B. Citarum penting artinya sebagai prasarana transportasi, baik bagi para pejabat kabupaten maupun bagi penduduk. Tempat-tempat tertentu di sepanjang sungai itu, seperti di Dayeuhkolot, Margahayu, Bayabang, Cihea, dan lain-lain, dijadikan tempat pemberhentian paruh dan/atau penyeberangan. Di tempat-tempat penyeberangan disediakan parahu bandungan (dua perahu dipasang sejajar dan digandengkan) atau rakit untuk menyeberangkan orang dan barang.

Oleh karena itu pada beberapa abad yang lalu, Citarum sangat diperhatian dan kondisinya dipelihara, baik oleh pemerintah kabupaten maupun oleh warga masyarakat yang daerahnya dilalui oleh sungai itu. Pada abad ke-17, Kompeni selaku aparat VOC (Vereenigde Oost-Indische Compagnie), gabungan perusahaan dagang Belanda di Hindia Timur, memfungsikan Citarum untuk kegiatan ekonomi dan pertahanan. Waktu itu, di muara Citarum, yaitu di Tanjungpura, Kompeni membangun pelabuhan dan benteng cukup besar.

Pemeliharaan Citarum pada abad ke-17 sampai dengan abad ke-19, dilakukan oleh Bupati yang dalam waktu tertentu selalu mengadakan rekreasi dengan acara menangkap ikan di suatu leuwi tertentu dan berburu rusa di hutan tertentu. Perburuan dilakukan oleh sejumlah pamatang (ahli berburu). Mereka menggiring rusa ke dekat panggung. Bila bupati berkenan, ia membidik rusak dengan panah atau tombak. Hak istimewa bupati berburu di hutan, menyebabkan rakyat tidak berani merambah hutan. Bahkan rakyat menyebut hutan tempat bupati berburu sebagai "leuweung larangan" ("hutan tutupan").

Dalam memelihara alur sungai dari kelestarian serta menjaga air sungai dari pencemaran, dilakukan karena adanya kewajiban rakyat dalam pancen diensten (kewajiban bekerja untuk kepentingan penguasa pribumi, khususnya bupati) adalah memelihara sungai, baik diperintah atau pun tidak oleh bupati.

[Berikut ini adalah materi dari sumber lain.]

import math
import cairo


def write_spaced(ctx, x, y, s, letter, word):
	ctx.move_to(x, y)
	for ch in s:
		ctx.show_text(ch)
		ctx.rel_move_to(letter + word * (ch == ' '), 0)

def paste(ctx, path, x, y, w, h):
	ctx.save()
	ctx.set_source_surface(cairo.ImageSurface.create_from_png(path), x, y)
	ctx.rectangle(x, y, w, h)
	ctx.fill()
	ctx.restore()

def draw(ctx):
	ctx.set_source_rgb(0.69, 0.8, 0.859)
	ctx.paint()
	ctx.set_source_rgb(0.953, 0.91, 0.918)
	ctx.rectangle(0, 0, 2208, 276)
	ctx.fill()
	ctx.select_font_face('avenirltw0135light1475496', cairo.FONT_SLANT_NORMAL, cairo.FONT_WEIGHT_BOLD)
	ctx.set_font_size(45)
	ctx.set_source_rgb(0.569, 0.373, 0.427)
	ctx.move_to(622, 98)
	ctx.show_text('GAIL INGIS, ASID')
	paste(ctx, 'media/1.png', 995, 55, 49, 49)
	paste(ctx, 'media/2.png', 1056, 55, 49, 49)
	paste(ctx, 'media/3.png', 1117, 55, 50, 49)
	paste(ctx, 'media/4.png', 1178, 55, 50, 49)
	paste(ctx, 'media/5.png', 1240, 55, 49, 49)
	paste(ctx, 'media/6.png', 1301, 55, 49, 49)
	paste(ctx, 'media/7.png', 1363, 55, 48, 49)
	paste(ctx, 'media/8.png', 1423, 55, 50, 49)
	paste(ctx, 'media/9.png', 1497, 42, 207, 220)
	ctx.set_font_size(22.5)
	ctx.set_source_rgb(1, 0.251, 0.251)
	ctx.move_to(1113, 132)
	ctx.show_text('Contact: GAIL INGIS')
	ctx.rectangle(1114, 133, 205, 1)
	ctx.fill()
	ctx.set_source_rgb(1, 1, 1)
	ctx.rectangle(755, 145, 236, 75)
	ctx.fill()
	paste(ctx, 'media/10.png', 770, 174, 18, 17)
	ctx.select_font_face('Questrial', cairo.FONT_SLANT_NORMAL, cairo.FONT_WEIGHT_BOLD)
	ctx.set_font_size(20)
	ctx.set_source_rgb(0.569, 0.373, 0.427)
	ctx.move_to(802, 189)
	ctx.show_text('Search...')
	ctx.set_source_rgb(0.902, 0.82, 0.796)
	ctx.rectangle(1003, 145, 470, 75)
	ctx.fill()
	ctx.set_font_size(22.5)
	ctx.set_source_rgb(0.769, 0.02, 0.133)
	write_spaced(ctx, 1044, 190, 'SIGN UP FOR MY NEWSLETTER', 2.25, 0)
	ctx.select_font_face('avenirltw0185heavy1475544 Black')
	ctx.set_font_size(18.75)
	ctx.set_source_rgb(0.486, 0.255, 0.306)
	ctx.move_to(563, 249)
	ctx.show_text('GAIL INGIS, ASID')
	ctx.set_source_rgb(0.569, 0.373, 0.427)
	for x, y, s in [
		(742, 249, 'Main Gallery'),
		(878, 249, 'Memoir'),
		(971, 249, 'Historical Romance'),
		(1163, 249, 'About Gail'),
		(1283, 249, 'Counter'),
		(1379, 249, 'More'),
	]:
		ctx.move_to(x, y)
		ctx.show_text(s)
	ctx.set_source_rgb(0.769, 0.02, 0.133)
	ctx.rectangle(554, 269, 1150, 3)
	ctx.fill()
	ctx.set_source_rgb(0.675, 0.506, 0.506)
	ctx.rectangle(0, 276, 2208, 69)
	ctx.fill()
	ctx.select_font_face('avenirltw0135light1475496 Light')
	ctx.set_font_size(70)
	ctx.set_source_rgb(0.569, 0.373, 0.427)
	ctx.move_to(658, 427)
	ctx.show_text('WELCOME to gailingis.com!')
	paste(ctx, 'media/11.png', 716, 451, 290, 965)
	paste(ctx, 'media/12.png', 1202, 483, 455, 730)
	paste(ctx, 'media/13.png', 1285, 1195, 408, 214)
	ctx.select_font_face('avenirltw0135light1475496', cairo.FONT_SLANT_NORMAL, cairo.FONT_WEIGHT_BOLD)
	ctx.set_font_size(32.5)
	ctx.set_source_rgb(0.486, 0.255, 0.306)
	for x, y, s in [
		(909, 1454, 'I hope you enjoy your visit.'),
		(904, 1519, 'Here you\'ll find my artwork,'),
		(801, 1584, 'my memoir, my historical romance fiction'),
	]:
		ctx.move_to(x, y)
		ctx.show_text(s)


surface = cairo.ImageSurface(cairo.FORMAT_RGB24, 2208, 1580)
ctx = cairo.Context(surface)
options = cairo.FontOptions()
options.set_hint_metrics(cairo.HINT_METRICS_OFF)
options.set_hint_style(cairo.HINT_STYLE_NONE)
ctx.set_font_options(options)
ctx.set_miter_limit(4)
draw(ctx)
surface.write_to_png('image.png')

Waktu itu sebagian lahan hutan hanya dibuka untuk pemukiman sejumlah kecil penduduk dan lahan pertanian (huma). Tidak terjadi perusakkan hutan, apalagi penggundulan hutan. Oleh karena itu, sebagian besar hutan menjadi lestari. Kelestarian hutan menyebabkan alur Citarum tidak terganggu oleh longsoran hutan. Kedua hak istimewa bupati tersebut, sepintas terkesan menunjukkan sikap feodal bupati. Namun sesungguhnya kedua hak istimewa itu merupakan "bungkus" kearifan bupati untuk memelihara dan melestarikan sungai dan hutan dan menghibur rakyat yang sedang berada di alam penjajahan.

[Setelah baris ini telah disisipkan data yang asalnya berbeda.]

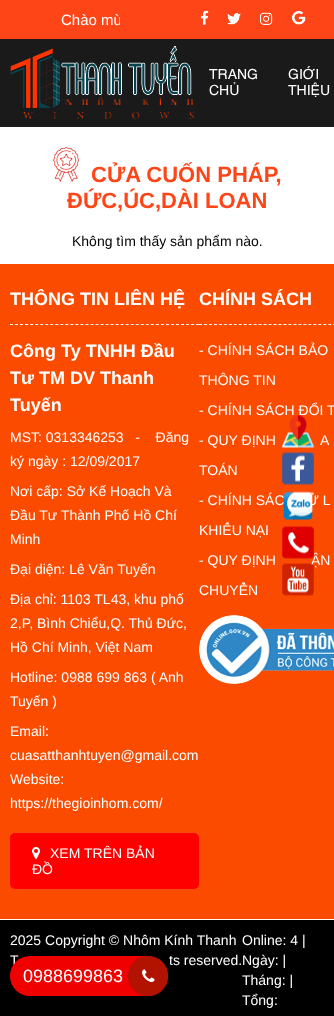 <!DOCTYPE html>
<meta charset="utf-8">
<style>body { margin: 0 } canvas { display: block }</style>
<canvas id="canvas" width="334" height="1016"></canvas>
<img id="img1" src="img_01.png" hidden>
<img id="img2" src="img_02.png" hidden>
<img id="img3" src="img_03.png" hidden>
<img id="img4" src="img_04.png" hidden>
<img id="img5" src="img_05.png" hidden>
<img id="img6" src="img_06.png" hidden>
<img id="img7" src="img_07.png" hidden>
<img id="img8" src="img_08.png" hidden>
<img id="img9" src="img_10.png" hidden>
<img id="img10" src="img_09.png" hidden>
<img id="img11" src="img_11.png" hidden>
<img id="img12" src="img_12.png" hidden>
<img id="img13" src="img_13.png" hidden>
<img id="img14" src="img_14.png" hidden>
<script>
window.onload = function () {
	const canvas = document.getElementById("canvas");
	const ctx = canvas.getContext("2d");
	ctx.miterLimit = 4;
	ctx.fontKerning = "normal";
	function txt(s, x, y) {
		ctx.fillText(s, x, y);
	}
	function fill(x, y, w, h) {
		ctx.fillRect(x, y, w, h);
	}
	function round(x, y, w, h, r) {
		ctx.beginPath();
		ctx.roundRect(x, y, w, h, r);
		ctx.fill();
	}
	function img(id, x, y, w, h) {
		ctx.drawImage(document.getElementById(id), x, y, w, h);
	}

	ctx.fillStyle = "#FFFFFF";
	fill(0, 0, 334, 1016);
	ctx.fillStyle = "#FE4517";
	fill(0, 0, 334, 39);
	img("img1", 201, 10, 8, 15);
	img("img2", 227, 13, 14, 12);
	img("img3", 260, 12, 13, 13);
	img("img4", 292, 11, 14, 14);
	ctx.fillStyle = "#1A1A1A";
	fill(0, 39, 334, 88);
	img("img5", 10, 46, 184, 73);
	img("img6", 53, 147, 26, 35);
	ctx.fillStyle = "#FB4B00";
	fill(0, 264, 334, 655);
	ctx.beginPath();
	ctx.moveTo(10, 324.5);
	ctx.lineTo(199, 324.5);
	ctx.strokeStyle = "#FFFFFF";
	ctx.setLineDash([3, 2.03]);
	ctx.stroke();
	ctx.fillStyle = "#FF0000";
	ctx.beginPath();
	ctx.roundRect(11, 834, 187, 54, 4);
	ctx.fill();
	ctx.strokeStyle = "#FF0000";
	ctx.lineWidth = 2;
	ctx.setLineDash([]);
	ctx.stroke();
	img("img7", 32, 847, 8, 12);
	ctx.beginPath();
	ctx.moveTo(199, 324.5);
	ctx.lineTo(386, 324.5);
	ctx.strokeStyle = "#FFFFFF";
	ctx.lineWidth = 1;
	ctx.setLineDash([3, 1.97]);
	ctx.stroke();
	img("img8", 199, 615, 135, 69);
	ctx.fillStyle = "#000000";
	fill(0, 920, 334, 96);
	img("img9", 282, 452, 32, 33);
	ctx.save();
	ctx.beginPath();
	ctx.rect(10, 11, 110, 17);
	ctx.clip();
	ctx.font = "15px Liberation Sans";
	ctx.fillStyle = "#FFFFFF";
	txt("Chào mừ", 61, 25);
	ctx.restore();
	ctx.font = "14px Helvetica";
	ctx.fillStyle = "#FFFFFF";
	txt("TRANG", 209, 79);
	txt("CHỦ", 209, 95);
	txt("GIỚI", 288, 79);
	txt("THIỆU", 288, 95);
	ctx.font = "bold 22px Liberation Sans";
	ctx.fillStyle = "#FE4517";
	txt("CỬA CUỐN PHÁP,", 91, 182);
	txt("ĐỨC,ÚC,DÀI LOAN", 67, 208);
	ctx.font = "14px Liberation Sans";
	ctx.fillStyle = "#000000";
	txt("Không tìm thấy sản phẩm nào.", 72, 246);
	ctx.font = "bold 18px Liberation Sans";
	ctx.fillStyle = "#FFFFFF";
	txt("THÔNG TIN LIÊN HỆ", 10, 305);
	txt("Công Ty TNHH Đầu", 10, 357);
	txt("Tư TM DV Thanh", 10, 384);
	txt("Tuyến", 10, 411);
	ctx.font = "14px Liberation Sans";
	txt("MST: 0313346253   -    Đăng", 10, 442);
	txt("ký ngày : 12/09/2017", 10, 466);
	txt("Nơi cấp: Sở Kế Hoạch Và", 10, 496);
	txt("Đầu Tư Thành Phố Hồ Chí", 10, 520);
	txt("Minh", 10, 544);
	txt("Đại diện: Lê Văn Tuyến", 10, 574);
	txt("Địa chỉ: 1103 TL43, khu phố", 10, 604);
	txt("2,P, Bình Chiểu,Q. Thủ Đức,", 10, 628);
	txt("Hồ Chí Minh, Việt Nam", 10, 652);
	txt("Hotline: 0988 699 863 ( Anh", 10, 682);
	txt("Tuyến )", 10, 706);
	txt("Email:", 10, 736);
	txt("cuasatthanhtuyen@gmail.com", 10, 760);
	txt("Website:", 10, 784);
	txt("https://thegioinhom.com/", 10, 808);
	txt("XEM TRÊN BẢN", 50, 858);
	txt("ĐỒ", 32, 874);
	ctx.font = "bold 18px Liberation Sans";
	txt("CHÍNH SÁCH", 199, 305);
	ctx.font = "14px Liberation Sans";
	txt("- CHÍNH SÁCH BẢO", 199, 355);
	txt("THÔNG TIN", 199, 385);
	txt("- CHÍNH SÁCH ĐỔI T", 199, 415);
	txt("- QUY ĐỊNH", 199, 445);
	txt("A", 320, 445);
	txt("TOÁN", 199, 475);
	txt("- CHÍNH SÁC", 199, 505);
	txt("Ử L", 307, 505);
	txt("KHIẾU NẠI", 199, 535);
	txt("- QUY ĐỊNH", 199, 565);
	txt("ẬN", 311, 565);
	txt("CHUYỂN", 199, 595);
	txt("2025 Copyright © Nhôm Kính Thanh", 10, 945);
	txt("T", 10, 965);
	txt("ts reserved.", 169, 965);
	txt("Online: 4 |", 242, 945);
	txt("Ngày: |", 242, 965);
	txt("Tháng: |", 242, 985);
	txt("Tổng:", 242, 1005);
	img("img10", 282, 415, 32, 33);
	img("img11", 283, 491, 30, 29);
	img("img12", 282, 526, 32, 33);
	img("img13", 282, 563, 32, 33);
	ctx.fillStyle = "#F10000";
	round(10, 956, 158, 40, 20);
	ctx.font = "18px Liberation Sans";
	ctx.fillStyle = "#FFFFFF";
	txt("0988699863", 23, 982);
	ctx.fillStyle = "#B21300";
	ctx.beginPath();
	ctx.arc(148, 976, 20, 0, Math.PI * 2);
	ctx.fill();
	img("img14", 142, 969, 13, 13);
};
</script>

Pada abad ke-19 pihak kolonial pun menjadikan Citarum sebagai prasarana transportasi, dalam pengangkutan hasil perkebunan Hasil perkebunan yang khusus diangkut melalui Citarum adalah biji kopi. Buah kopi dari daerah Priangan hasil dari Preangerstelsel (sistem penanaman wajib di Priangan) diangkut melalui Citarum ke pelabuhan di pantai utara Jawa Barat. Waktu kembali, perahu-perahu itu mengangkut garam. Dalam kegiatan itu, Cikao (daerah Purwakarta) menjadi pelabuhan sungai. Sementara itu, orang-orang kolonial pengusaha perkebunan turut pula menjaga kelestarian hutan, sebab bila hutan rusak, perkebunan mereka akan terganggu.

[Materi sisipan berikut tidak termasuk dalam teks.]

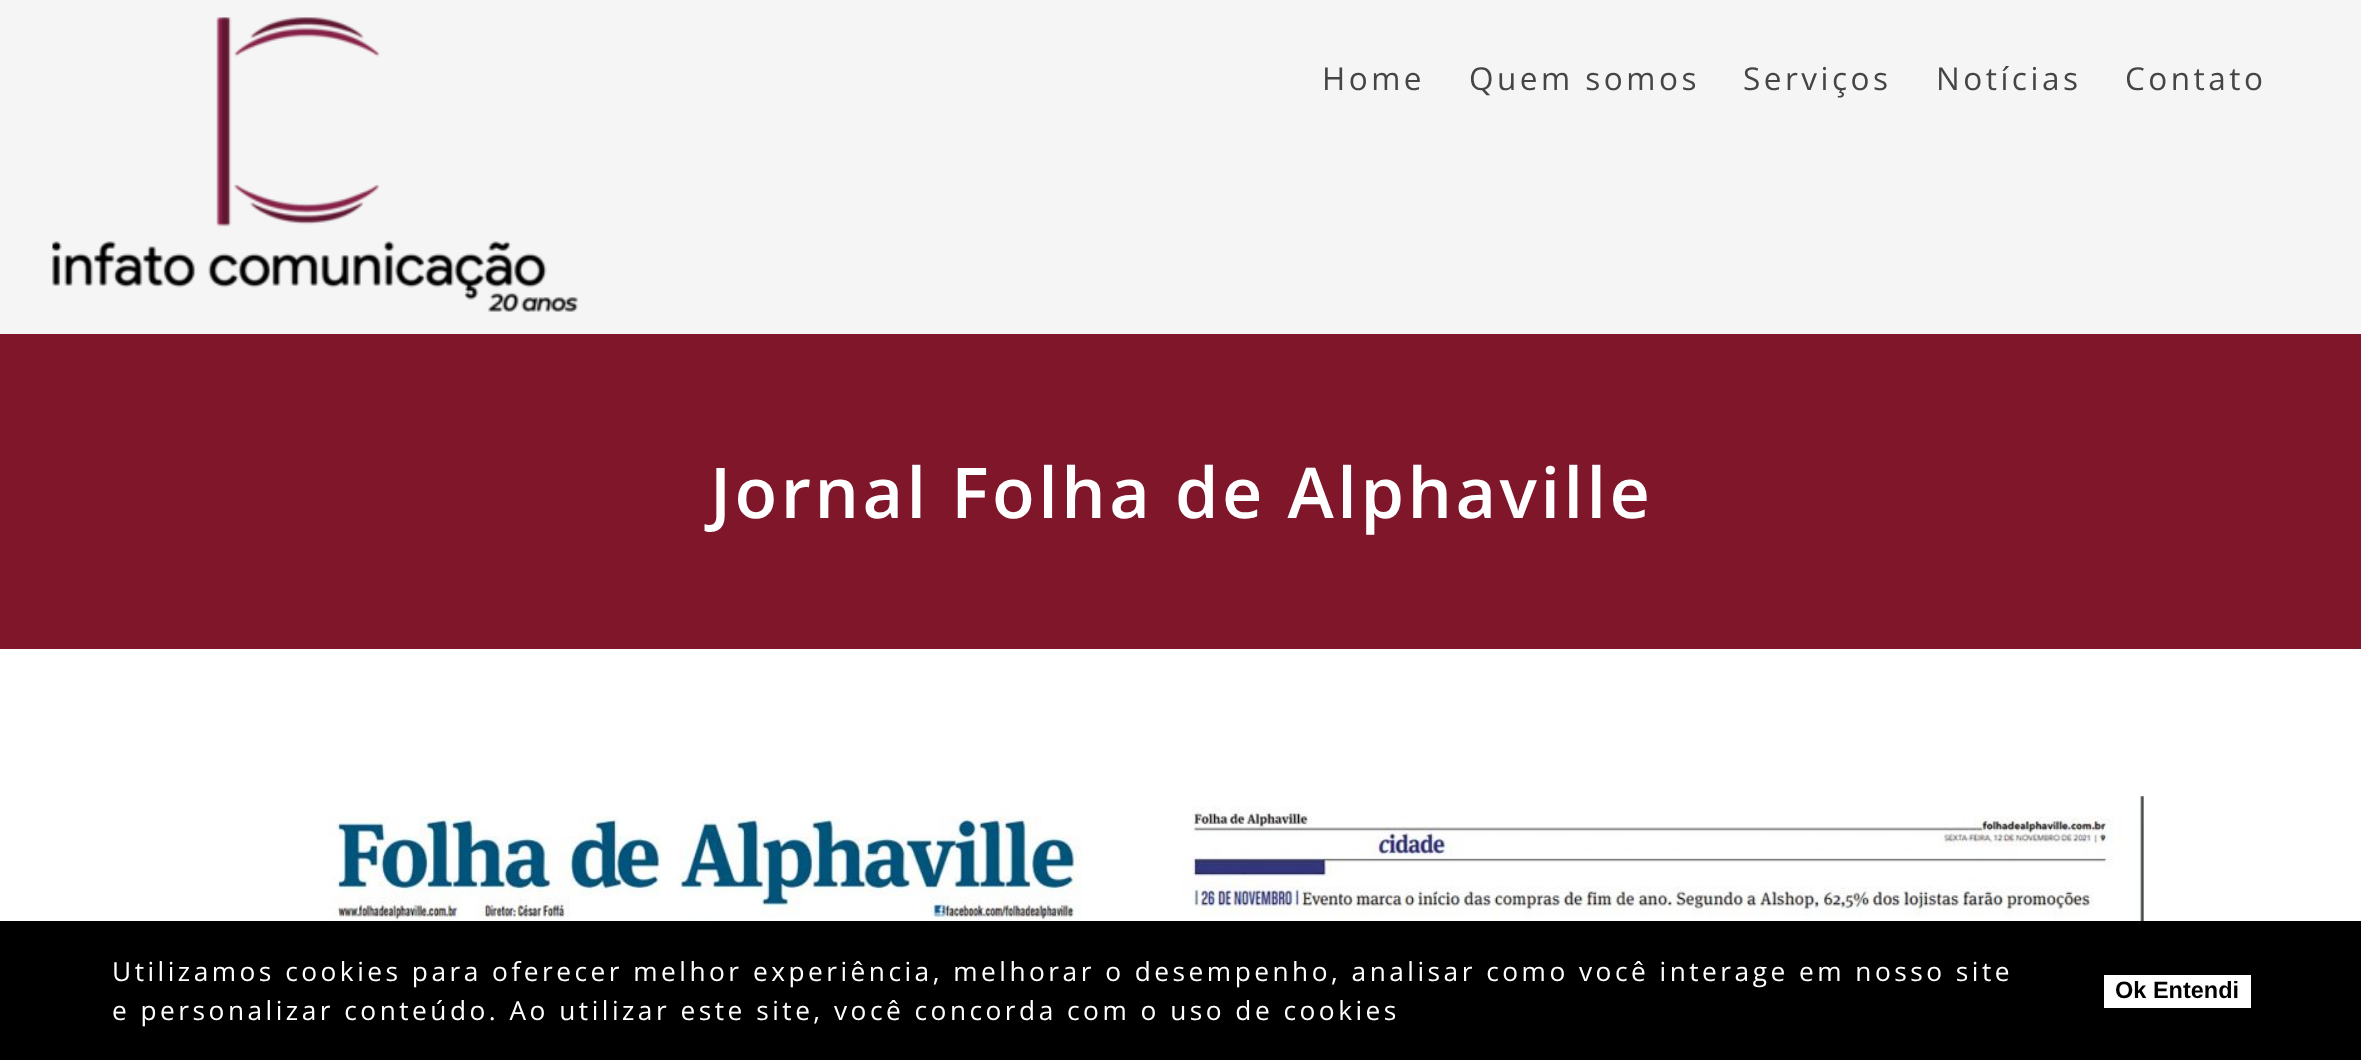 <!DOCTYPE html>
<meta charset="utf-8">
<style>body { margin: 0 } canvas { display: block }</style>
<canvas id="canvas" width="2361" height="1060"></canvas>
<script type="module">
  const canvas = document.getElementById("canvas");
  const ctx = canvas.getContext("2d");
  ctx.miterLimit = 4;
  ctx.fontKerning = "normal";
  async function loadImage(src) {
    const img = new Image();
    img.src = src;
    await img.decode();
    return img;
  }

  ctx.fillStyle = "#7f162a";
  ctx.fillRect(0, 0, 2361, 1060);
  ctx.fillStyle = "#f5f5f5";
  ctx.fillRect(0, 0, 2361, 334);
  ctx.drawImage(await loadImage("img1.png"), 52, 17, 526, 295);
  ctx.letterSpacing = "3.5px";
  ctx.font = "31.5px Open Sans";
  ctx.fillStyle = "#454545";
  ctx.fillText("Home", 1322, 90);
  ctx.fillText("Quem somos", 1469, 90);
  ctx.fillText("Serviços", 1743, 90);
  ctx.fillText("Notícias", 1936, 90);
  ctx.fillText("Contato", 2125, 90);
  ctx.font = "600 70px Open Sans";
  ctx.fillStyle = "#ffffff";
  ctx.fillText("Jornal Folha de Alphaville", 710, 518);
  ctx.fillRect(0, 649, 2361, 272);
  ctx.drawImage(await loadImage("img2.png"), 249, 796, 1895, 125);
  ctx.fillStyle = "#000000";
  ctx.fillRect(0, 921, 2361, 139);
  ctx.font = "26.25px Open Sans";
  ctx.fillStyle = "#ffffff";
  ctx.fillText("Utilizamos cookies para oferecer melhor experiência, melhorar o desempenho, analisar como você interage em nosso site", 112, 981);
  ctx.fillText("e personalizar conteúdo. Ao utilizar este site, você concorda com o uso de cookies", 112, 1020);
  ctx.fillRect(2104, 975, 147, 33);
  ctx.letterSpacing = "0px";
  ctx.font = "bold 23.5px Liberation Sans";
  ctx.fillStyle = "#000000";
  ctx.fillText("Ok Entendi", 2115, 998);
</script>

Kearifan-kearifan tersebut membawa dampak positif bagi Citarum. Walaupun setiap musim hujan, Citarum selalu menimbulkan banjir, tetapi banjir Citarum tempo dulu tidak terberitakan mengakibatkan penderitaan berat bagi warga masyarakat setempat, apalagi menelan korban jiwa manusia. Hal itu disebabkan pemerintah dan warga masyarakat memperhatikan dan memelihara alur sungai serta hutan di daerah aliran Citarum. Dampak negatif dari banjir Citarum tempo dulu yang terberitakan dalam berbagai sumber, adalah berjangkitnya wabah penyakit, seperti penyakit kulit (gatal-gatal), diare, dan malaria.

Banjir dari Citarum yang terjadi setiap musim hujan, merupakan salah satu faktor yang mendorong Bupati Bandung R.A. Wiranatakusumah II (1794 – 1829) memindahkan ibukota kabupaten dari Krapyak ke daerah Kabupaten Bandung bagian tengah (pusat kota Bandung sekarang). Peristiwa itu terjadi pada awal abad ke-19. Ibukota baru itu diberi nama Bandung yang diremiskan tanggal 25 September 1810. Sejak tahun 1998 tanggal itu ditetapkan sebagai Hari Jadi Kota Bandung.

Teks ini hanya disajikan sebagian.